Your day job has turned into something you might be proud to call a career and you finally own a car that wasn’t loaned to you in high school. You’re basically an adult now — that is, if you weren’t worried about your landlord showing up unannounced at any moment or wondering when your roommate is finally going to do her dishes.
If you want to stop renting, but are overwhelmed by the maintenance and responsibility that goes into owning an entire detached home, consider looking into a condo-style home or townhome instead. Purchasing a property like this is putting yourself into a good kind of debt — you make monthly payments, just like renting, but you’re actually building equity.
Let us dispel a few of the myths that might be holding you back by answering a few of the most common questions renters have when transitioning into townhouse ownership. From upkeep to insurance, we’ve got you covered.
You need somewhere to live, but who really benefits from cashing your rent cheque? Instead of padding someone else’s wallet, build home equity while investing in something you can earn money off of in the future. The ultimate sign of meeting your #adultinggoals has to be learning fiscal responsibility.
So long as you don’t borrow against your mortgage (unless you need funds suddenly, in which case, the banks will be happy to loan you more if you own a home), and you don’t intend to live in your townhome until you’re old and gray, your home is likely to increase in value.
Unlike owning a detached, single-family residence, if you buy a townhome or condo-style home, you won’t have to shovel snow or cut grass. The property management team takes care of it, which means not only do you free up garage space (no need to store mowers, etc.), but your free time is truly your own.
You can still have a backyard without purchasing a detached home. Many townhomes, such as those is communities like Paisley, have gated, private front yards which are perfect for pets. With additional trails and parks close by, you’ll be able to balance your much-needed downtime with some fresh air — even if it’s only while relaxing in your little outdoor oasis.
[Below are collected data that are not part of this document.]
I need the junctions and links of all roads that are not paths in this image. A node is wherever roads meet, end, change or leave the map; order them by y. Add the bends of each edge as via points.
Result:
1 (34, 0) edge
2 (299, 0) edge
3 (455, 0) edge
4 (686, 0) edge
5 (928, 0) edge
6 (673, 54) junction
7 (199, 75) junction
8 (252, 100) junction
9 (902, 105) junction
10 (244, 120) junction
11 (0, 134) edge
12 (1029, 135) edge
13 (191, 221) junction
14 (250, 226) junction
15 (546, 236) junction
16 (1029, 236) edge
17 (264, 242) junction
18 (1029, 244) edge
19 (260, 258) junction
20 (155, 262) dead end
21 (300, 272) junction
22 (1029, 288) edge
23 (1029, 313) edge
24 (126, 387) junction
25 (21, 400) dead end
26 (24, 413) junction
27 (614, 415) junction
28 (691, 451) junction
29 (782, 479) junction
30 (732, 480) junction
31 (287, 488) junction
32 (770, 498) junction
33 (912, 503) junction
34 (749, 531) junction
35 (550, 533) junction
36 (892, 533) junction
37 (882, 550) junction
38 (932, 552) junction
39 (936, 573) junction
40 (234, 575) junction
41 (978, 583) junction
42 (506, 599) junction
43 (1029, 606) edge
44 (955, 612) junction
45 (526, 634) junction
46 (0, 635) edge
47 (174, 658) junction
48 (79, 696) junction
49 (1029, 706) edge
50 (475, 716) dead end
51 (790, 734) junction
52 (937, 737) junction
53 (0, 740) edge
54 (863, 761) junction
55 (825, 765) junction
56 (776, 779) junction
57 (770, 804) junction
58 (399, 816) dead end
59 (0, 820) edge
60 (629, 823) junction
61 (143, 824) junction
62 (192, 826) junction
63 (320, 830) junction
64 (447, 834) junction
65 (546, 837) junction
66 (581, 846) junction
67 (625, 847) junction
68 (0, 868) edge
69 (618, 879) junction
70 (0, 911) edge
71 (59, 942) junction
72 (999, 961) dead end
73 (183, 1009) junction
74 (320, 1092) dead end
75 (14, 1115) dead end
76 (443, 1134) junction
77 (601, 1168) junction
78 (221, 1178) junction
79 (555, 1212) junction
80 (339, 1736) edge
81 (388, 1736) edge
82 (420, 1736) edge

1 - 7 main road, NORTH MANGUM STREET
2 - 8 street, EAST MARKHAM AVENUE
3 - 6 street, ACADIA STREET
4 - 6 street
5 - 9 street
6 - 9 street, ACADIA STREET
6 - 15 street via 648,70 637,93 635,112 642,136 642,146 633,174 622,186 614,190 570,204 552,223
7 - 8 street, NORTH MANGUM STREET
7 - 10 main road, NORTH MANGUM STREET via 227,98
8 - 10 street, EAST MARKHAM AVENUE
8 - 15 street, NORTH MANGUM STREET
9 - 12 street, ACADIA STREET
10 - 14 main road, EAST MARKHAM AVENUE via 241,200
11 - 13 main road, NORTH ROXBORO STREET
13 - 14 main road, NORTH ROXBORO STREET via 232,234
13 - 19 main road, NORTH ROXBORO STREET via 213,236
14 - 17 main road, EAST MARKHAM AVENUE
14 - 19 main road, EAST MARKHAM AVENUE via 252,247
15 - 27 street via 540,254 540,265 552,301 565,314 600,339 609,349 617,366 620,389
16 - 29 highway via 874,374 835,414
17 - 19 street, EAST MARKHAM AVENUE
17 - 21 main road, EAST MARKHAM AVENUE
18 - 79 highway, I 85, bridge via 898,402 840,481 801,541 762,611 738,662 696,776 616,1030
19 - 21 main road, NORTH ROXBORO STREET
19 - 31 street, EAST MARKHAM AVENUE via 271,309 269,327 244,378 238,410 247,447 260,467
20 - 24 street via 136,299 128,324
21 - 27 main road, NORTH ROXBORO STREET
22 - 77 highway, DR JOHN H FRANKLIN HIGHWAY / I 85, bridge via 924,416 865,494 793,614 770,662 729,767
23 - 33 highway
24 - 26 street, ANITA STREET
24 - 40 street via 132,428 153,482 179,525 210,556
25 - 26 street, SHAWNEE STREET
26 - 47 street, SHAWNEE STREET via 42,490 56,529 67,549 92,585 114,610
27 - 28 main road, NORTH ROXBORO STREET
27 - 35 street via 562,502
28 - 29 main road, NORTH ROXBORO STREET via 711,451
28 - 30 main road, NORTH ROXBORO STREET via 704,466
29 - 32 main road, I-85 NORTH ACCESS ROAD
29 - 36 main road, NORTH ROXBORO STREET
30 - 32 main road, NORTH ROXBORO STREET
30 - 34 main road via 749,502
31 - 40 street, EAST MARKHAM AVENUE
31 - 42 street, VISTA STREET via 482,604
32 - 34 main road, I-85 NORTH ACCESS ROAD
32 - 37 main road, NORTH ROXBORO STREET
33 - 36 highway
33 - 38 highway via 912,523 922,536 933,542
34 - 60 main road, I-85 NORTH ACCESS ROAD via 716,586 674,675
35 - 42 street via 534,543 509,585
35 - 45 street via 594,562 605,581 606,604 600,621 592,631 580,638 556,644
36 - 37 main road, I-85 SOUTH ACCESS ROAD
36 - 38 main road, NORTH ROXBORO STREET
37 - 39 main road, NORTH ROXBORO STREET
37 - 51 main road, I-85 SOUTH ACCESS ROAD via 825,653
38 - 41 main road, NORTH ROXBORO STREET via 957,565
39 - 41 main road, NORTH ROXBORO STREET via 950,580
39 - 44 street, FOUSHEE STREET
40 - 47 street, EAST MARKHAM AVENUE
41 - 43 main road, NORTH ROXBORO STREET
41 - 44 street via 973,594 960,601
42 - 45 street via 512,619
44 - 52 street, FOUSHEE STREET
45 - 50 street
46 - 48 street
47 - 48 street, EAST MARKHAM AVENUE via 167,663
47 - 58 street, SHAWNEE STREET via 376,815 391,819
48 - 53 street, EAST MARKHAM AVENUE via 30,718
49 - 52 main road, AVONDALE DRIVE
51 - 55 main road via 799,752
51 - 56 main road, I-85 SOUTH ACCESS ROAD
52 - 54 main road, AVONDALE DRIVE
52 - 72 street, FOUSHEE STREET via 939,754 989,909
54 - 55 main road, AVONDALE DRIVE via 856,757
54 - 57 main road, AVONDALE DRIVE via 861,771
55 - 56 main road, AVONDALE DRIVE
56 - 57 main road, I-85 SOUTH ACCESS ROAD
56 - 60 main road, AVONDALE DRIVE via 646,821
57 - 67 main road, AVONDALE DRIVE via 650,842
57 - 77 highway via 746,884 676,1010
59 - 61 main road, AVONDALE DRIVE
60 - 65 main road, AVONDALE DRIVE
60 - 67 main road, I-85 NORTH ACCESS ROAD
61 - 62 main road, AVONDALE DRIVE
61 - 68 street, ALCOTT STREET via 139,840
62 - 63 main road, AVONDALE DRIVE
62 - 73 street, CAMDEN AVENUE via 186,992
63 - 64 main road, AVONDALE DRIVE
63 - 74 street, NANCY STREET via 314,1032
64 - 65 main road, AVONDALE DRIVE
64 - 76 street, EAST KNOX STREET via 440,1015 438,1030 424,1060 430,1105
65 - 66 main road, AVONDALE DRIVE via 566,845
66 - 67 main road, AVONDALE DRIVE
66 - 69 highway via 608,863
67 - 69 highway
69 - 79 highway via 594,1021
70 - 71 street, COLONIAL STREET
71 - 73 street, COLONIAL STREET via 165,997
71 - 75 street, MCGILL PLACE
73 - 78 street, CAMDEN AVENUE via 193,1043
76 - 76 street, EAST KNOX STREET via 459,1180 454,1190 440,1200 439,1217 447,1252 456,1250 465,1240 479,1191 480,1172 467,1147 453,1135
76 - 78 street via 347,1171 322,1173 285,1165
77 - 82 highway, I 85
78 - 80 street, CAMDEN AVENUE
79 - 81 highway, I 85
Many condo and townhome communities include trails, playgrounds, tennis courts, ice rinks and much more — so don’t settle. By choosing a community that offers instant access to all the great amenities in your new community, it’ll be easier to save money on gym memberships and stay motivated.
Not only is a condo often more reasonably priced than a single-family home, but your mortgage payments will likely be comparable to your rent. The average one-bedroom apartment rents for about $950 per month, and payments on a private, attached-garage Brookfield townhome start at $423 bi-weekly (or roughly $846 monthly). Townhomes also have great resale value, as many other first-time homebuyers are looking to invest in a similar property.
While strata and condo fees may give buyers sticker shock up front, they’re much more predictable than the cost of maintaining a detached home. Additionally, these fees cover the cost of building insurance, so you only need to insure the inside of your home and its contents. A portion of your fees go into a reserve fund that’s in place to help pay for unexpected fixes that may not be covered under warranty. The best part? You don’t even have to deal with the contractors yourself!
In addition to having a group of neighbours close by, choosing a smaller townhome project means it’s easy to build a community of friends. Plus, you’ll have lots in common with those in your community, such as owning a home in the same complex, making decisions about the development together and taking part in events and social activities.
Investing in a Brookfield Townhome is a great first step to reaching your #adultinggoals. Why? A townhome that has all the same benefits of owning a detached home without the upkeep, and at a price most Edmonton renters can afford. It’s time to stop wasting money on rent, and start investing in your future.